## Given entries:
########################################

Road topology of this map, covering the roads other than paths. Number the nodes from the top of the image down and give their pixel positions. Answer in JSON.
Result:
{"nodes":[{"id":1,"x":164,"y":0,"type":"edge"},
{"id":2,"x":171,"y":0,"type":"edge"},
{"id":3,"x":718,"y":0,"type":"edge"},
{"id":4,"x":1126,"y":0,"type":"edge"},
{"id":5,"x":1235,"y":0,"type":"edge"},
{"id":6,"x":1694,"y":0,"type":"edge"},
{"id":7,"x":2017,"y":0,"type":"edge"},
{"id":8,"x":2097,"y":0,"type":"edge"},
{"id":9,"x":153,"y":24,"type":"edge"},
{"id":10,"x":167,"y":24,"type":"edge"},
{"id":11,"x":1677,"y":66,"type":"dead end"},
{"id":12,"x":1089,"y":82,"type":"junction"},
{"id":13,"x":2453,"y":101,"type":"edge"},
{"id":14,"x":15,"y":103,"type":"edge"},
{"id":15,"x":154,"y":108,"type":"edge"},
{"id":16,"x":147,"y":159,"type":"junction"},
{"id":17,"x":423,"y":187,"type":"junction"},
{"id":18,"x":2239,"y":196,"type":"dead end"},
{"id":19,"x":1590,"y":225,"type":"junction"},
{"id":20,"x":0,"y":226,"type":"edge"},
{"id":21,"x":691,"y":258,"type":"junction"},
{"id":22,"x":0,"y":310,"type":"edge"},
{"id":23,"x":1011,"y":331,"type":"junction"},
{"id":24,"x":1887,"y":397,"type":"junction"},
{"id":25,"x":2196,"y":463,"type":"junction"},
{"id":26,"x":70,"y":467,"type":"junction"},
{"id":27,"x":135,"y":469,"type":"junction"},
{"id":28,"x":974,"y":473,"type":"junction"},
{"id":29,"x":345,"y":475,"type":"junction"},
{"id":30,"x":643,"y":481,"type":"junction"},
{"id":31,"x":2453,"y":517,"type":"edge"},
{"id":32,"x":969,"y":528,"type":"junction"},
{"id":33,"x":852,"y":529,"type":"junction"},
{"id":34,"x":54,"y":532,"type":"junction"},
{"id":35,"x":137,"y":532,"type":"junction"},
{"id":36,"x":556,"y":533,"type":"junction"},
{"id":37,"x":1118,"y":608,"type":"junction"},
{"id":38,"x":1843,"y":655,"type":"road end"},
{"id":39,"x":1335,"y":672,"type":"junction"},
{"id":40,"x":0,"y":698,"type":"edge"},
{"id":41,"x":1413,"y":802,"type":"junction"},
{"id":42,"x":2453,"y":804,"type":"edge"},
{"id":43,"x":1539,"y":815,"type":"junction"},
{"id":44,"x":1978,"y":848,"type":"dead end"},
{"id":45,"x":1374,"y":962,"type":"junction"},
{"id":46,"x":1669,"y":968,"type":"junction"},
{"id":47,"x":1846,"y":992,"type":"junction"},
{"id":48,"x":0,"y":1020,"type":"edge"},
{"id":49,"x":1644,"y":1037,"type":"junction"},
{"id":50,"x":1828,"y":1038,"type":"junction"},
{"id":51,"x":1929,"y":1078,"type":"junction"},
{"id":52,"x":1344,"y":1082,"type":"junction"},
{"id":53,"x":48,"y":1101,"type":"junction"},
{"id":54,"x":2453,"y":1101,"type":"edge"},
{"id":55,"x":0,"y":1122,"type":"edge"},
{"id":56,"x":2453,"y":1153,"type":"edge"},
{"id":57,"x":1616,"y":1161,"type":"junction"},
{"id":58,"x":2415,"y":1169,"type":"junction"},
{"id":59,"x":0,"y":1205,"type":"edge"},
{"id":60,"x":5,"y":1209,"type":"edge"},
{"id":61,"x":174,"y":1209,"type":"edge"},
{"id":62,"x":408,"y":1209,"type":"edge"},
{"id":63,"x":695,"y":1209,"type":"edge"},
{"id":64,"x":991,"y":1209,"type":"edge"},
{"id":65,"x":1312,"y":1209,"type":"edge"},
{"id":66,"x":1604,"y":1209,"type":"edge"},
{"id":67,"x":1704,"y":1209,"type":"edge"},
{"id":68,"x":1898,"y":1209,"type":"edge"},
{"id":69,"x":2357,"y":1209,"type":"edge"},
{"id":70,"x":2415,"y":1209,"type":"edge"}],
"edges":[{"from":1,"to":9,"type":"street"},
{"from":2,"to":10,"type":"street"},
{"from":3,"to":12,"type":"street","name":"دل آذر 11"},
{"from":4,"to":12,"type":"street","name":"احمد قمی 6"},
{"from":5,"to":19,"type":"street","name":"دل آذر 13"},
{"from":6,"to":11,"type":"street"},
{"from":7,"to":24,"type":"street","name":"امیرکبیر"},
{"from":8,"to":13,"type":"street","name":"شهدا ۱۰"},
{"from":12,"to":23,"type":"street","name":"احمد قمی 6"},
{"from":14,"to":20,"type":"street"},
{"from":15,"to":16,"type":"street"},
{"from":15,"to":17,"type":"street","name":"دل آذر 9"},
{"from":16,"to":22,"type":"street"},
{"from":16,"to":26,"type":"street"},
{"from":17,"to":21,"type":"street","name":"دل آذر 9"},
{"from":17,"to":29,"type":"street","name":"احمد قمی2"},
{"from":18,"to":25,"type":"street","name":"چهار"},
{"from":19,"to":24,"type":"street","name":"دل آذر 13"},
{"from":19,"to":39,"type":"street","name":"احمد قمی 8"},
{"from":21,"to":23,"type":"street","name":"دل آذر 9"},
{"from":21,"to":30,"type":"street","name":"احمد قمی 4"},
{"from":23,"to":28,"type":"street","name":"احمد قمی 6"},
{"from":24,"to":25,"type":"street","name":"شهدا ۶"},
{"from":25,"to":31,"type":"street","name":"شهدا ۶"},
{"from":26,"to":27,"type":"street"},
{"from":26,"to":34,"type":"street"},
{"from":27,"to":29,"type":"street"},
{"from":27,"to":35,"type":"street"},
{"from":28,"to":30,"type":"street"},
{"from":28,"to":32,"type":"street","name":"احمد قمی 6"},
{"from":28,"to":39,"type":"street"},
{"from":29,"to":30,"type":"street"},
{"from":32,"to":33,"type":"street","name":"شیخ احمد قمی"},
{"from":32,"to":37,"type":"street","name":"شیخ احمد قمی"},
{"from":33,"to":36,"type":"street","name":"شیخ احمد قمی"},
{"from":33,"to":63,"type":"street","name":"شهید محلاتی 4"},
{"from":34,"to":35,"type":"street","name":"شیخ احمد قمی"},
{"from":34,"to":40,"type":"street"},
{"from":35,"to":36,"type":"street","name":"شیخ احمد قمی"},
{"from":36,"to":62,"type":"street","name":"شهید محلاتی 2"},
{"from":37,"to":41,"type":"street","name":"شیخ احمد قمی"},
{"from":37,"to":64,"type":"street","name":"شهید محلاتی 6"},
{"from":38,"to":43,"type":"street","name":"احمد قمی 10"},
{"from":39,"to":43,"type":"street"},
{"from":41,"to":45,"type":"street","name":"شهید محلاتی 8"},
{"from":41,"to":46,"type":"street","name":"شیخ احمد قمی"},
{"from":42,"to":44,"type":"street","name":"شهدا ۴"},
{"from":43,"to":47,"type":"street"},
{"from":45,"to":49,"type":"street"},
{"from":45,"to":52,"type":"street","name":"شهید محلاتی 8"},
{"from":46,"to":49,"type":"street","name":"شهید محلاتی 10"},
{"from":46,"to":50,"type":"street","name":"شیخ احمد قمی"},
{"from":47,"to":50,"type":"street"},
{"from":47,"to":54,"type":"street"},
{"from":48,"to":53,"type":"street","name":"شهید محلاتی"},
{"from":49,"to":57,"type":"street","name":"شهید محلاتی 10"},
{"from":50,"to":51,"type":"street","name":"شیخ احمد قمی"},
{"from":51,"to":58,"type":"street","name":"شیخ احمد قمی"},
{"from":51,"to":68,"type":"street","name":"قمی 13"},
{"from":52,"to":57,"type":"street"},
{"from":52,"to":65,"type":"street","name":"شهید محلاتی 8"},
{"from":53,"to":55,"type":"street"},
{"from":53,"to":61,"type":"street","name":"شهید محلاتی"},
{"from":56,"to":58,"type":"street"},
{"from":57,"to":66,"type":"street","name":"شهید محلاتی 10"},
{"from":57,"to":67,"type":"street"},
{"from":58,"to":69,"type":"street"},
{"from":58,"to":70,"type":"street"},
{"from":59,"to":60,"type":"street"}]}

########################################

## Task brief:
Find the word "محلاتی" in the entries, and copy every line it shows up in.

## Response to this exercise:
{"from":33,"to":63,"type":"street","name":"شهید محلاتی 4"},
{"from":36,"to":62,"type":"street","name":"شهید محلاتی 2"},
{"from":37,"to":64,"type":"street","name":"شهید محلاتی 6"},
{"from":41,"to":45,"type":"street","name":"شهید محلاتی 8"},
{"from":45,"to":52,"type":"street","name":"شهید محلاتی 8"},
{"from":46,"to":49,"type":"street","name":"شهید محلاتی 10"},
{"from":48,"to":53,"type":"street","name":"شهید محلاتی"},
{"from":49,"to":57,"type":"street","name":"شهید محلاتی 10"},
{"from":52,"to":65,"type":"street","name":"شهید محلاتی 8"},
{"from":53,"to":61,"type":"street","name":"شهید محلاتی"},
{"from":57,"to":66,"type":"street","name":"شهید محلاتی 10"},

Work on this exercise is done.